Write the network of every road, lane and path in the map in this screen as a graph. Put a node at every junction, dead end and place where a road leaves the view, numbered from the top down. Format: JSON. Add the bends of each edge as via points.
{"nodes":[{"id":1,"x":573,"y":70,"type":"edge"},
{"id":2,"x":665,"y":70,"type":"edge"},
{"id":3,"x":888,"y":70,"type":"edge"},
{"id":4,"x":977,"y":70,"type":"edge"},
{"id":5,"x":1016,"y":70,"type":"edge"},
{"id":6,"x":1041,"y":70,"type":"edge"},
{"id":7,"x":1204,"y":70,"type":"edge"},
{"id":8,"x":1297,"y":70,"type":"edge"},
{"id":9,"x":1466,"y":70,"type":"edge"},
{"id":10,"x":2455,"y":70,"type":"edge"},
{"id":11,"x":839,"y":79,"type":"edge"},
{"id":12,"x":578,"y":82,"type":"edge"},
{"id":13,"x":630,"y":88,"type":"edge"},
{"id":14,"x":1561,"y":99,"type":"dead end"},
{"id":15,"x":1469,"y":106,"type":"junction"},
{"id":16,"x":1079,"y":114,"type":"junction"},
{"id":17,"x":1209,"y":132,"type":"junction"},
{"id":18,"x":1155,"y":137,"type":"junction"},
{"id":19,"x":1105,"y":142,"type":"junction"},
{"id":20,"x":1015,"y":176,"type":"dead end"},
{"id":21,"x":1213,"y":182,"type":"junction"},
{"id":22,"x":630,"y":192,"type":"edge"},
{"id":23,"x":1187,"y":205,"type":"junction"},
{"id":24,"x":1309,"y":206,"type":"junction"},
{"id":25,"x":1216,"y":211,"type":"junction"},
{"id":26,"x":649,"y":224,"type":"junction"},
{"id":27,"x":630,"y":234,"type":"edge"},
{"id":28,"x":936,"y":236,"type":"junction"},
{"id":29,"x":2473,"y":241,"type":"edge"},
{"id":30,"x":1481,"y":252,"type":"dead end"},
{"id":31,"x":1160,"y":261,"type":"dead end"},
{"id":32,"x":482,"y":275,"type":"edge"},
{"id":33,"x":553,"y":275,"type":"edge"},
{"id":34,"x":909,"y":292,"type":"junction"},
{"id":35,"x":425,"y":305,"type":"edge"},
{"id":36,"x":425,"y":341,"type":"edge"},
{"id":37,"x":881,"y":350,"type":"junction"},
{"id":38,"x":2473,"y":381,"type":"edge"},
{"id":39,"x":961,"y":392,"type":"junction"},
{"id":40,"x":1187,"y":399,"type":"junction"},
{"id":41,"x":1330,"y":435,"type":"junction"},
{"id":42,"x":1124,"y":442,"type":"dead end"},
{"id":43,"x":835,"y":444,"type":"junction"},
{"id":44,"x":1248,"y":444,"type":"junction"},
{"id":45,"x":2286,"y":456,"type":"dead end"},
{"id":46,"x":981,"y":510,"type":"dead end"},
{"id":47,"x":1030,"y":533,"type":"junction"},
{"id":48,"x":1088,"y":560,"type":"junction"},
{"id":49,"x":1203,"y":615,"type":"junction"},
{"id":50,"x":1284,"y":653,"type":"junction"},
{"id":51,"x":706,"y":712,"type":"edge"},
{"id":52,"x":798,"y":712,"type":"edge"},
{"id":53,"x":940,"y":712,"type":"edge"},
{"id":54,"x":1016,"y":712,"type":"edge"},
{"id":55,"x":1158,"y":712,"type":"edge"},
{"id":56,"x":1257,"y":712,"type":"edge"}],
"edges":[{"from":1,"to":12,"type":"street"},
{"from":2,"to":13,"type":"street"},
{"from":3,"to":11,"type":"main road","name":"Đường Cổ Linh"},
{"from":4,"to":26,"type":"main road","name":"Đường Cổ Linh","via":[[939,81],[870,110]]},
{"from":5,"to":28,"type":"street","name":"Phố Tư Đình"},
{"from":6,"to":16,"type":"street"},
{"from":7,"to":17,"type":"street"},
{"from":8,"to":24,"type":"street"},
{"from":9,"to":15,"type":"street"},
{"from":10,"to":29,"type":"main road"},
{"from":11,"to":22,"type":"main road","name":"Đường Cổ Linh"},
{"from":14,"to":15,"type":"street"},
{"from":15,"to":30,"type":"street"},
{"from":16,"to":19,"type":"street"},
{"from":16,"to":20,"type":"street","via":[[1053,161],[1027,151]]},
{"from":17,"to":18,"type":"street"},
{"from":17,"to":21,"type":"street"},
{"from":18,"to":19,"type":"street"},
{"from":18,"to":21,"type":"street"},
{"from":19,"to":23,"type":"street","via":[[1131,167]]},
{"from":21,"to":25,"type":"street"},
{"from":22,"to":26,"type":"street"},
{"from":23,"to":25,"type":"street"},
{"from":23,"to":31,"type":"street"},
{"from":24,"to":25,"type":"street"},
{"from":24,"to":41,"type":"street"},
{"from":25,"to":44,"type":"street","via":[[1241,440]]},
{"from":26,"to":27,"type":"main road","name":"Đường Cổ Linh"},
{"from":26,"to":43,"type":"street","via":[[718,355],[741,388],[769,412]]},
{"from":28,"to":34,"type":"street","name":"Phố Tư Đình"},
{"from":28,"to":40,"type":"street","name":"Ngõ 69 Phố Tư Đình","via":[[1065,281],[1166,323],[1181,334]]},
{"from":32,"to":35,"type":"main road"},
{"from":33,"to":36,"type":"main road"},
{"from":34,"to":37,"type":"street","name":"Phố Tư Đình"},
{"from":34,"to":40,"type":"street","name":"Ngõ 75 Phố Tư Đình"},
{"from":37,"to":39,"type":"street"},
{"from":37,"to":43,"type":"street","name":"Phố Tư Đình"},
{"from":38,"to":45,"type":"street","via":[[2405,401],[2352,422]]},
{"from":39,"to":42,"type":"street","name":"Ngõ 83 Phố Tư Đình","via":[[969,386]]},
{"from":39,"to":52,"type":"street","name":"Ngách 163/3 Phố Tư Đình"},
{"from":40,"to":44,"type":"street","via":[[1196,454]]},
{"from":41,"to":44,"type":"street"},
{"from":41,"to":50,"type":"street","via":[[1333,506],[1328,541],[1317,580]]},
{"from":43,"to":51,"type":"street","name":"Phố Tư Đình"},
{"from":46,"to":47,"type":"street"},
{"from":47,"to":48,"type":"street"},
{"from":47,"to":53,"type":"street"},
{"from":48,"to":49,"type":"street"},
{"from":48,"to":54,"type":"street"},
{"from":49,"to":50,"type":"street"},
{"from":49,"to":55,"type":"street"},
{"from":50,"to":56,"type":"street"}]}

• **Work task**:
Wherever the string "road" occurs in the records, copy the line it is in.

• **Exercise result**:
Write the network of every road, lane and path in the map in this screen as a graph. Put a node at every junction, dead end and place where a road leaves the view, numbered from the top down. Format: JSON. Add the bends of each edge as via points.
{"from":3,"to":11,"type":"main road","name":"Đường Cổ Linh"},
{"from":4,"to":26,"type":"main road","name":"Đường Cổ Linh","via":[[939,81],[870,110]]},
{"from":10,"to":29,"type":"main road"},
{"from":11,"to":22,"type":"main road","name":"Đường Cổ Linh"},
{"from":26,"to":27,"type":"main road","name":"Đường Cổ Linh"},
{"from":32,"to":35,"type":"main road"},
{"from":33,"to":36,"type":"main road"},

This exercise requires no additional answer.